[[ DATA SHOWN open ]]

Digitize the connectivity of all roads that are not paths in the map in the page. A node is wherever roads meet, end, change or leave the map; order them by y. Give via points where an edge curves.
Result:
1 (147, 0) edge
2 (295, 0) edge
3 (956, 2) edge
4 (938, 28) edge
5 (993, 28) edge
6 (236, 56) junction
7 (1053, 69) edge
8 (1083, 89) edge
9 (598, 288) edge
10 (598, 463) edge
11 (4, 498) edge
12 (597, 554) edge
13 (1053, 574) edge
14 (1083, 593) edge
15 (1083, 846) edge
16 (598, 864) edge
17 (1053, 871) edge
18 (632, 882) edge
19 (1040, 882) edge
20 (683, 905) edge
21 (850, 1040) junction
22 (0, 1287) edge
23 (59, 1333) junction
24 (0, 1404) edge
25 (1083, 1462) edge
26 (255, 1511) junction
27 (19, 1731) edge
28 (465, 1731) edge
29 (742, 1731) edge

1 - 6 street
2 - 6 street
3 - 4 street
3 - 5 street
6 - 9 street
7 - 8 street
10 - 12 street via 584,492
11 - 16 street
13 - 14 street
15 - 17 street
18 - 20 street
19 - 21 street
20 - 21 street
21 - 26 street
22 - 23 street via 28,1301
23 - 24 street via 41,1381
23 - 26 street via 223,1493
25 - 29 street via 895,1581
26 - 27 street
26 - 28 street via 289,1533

[[ DATA SHOWN closed ]]

### AIM OF THE TASK:
Output the material again, line for line.

### EXPECTED ANSWER:
Digitize the connectivity of all roads that are not paths in the map in the page. A node is wherever roads meet, end, change or leave the map; order them by y. Give via points where an edge curves.
Result:
1 (147, 0) edge
2 (295, 0) edge
3 (956, 2) edge
4 (938, 28) edge
5 (993, 28) edge
6 (236, 56) junction
7 (1053, 69) edge
8 (1083, 89) edge
9 (598, 288) edge
10 (598, 463) edge
11 (4, 498) edge
12 (597, 554) edge
13 (1053, 574) edge
14 (1083, 593) edge
15 (1083, 846) edge
16 (598, 864) edge
17 (1053, 871) edge
18 (632, 882) edge
19 (1040, 882) edge
20 (683, 905) edge
21 (850, 1040) junction
22 (0, 1287) edge
23 (59, 1333) junction
24 (0, 1404) edge
25 (1083, 1462) edge
26 (255, 1511) junction
27 (19, 1731) edge
28 (465, 1731) edge
29 (742, 1731) edge

1 - 6 street
2 - 6 street
3 - 4 street
3 - 5 street
6 - 9 street
7 - 8 street
10 - 12 street via 584,492
11 - 16 street
13 - 14 street
15 - 17 street
18 - 20 street
19 - 21 street
20 - 21 street
21 - 26 street
22 - 23 street via 28,1301
23 - 24 street via 41,1381
23 - 26 street via 223,1493
25 - 29 street via 895,1581
26 - 27 street
26 - 28 street via 289,1533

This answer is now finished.